## WHAT THE TASK ASKS
What lines in the records below include the word "Ormes"? Return each one.

RECORD EXTRACTS below:

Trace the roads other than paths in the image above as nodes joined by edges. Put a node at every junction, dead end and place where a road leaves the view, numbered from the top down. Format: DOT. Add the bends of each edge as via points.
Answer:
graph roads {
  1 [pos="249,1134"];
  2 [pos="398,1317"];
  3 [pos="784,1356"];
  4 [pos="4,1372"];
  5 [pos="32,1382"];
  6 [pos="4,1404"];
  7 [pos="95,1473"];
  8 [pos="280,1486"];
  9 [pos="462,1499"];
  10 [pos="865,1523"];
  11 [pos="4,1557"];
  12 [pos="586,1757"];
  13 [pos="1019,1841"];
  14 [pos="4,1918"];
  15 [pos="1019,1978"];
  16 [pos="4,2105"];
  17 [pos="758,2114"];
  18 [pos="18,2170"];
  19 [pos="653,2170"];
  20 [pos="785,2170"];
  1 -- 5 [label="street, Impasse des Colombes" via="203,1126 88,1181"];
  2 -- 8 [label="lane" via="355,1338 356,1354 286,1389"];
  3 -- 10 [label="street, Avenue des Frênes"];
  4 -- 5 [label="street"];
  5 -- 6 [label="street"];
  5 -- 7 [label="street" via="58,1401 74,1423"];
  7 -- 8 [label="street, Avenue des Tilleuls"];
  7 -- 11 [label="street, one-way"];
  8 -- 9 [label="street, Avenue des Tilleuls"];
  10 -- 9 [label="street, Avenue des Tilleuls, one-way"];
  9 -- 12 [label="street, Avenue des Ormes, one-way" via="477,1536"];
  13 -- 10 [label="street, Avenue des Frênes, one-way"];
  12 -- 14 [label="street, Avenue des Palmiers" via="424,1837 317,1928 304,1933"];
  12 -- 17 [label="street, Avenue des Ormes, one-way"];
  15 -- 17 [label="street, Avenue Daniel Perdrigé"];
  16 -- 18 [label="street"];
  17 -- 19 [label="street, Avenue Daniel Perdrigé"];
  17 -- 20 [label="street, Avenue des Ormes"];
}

End of RECORD EXTRACTS.

## SOLUTION TO THE EXERCISE
  9 -- 12 [label="street, Avenue des Ormes, one-way" via="477,1536"];
  12 -- 17 [label="street, Avenue des Ormes, one-way"];
  17 -- 20 [label="street, Avenue des Ormes"];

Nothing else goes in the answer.